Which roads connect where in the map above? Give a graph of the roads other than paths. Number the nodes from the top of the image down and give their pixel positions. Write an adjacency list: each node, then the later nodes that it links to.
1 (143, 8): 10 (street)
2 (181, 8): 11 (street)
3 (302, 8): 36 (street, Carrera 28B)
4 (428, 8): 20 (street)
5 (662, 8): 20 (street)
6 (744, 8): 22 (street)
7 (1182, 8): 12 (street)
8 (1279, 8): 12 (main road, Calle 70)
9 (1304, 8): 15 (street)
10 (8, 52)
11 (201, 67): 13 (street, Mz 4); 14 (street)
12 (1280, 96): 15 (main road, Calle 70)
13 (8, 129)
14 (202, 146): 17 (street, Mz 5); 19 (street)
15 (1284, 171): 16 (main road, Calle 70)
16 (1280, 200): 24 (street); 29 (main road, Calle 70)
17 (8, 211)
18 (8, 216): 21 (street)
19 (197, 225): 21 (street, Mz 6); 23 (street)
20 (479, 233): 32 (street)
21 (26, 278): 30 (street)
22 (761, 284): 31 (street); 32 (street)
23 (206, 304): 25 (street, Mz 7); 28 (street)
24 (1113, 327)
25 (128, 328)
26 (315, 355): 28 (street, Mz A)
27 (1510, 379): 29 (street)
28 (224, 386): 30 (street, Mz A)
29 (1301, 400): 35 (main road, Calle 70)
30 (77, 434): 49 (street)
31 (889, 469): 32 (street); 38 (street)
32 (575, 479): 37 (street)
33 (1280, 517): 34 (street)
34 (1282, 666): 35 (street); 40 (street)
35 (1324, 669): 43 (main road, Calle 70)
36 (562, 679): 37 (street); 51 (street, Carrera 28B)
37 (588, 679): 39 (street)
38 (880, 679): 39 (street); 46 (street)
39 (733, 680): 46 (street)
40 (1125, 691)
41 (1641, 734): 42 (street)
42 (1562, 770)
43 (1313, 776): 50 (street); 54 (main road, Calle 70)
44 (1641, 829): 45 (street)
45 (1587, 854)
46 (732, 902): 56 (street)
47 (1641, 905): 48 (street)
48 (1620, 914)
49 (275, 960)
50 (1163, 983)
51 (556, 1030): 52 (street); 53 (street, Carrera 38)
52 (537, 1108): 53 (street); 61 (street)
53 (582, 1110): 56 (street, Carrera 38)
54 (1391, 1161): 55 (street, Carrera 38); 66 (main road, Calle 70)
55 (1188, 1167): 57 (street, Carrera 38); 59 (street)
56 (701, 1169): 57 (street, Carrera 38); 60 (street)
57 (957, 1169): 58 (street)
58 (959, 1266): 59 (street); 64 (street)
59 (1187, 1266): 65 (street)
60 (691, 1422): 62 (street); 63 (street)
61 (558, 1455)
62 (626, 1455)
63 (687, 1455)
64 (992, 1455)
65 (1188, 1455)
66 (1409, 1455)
——————————
* **WHAT YOU NEED TO DO**:
In the records above, find each line that holds the word "Calle"; copy all such lines.

* **COMPLETED EXERCISE**:
8 (1279, 8): 12 (main road, Calle 70)
12 (1280, 96): 15 (main road, Calle 70)
15 (1284, 171): 16 (main road, Calle 70)
16 (1280, 200): 24 (street); 29 (main road, Calle 70)
29 (1301, 400): 35 (main road, Calle 70)
35 (1324, 669): 43 (main road, Calle 70)
43 (1313, 776): 50 (street); 54 (main road, Calle 70)
54 (1391, 1161): 55 (street, Carrera 38); 66 (main road, Calle 70)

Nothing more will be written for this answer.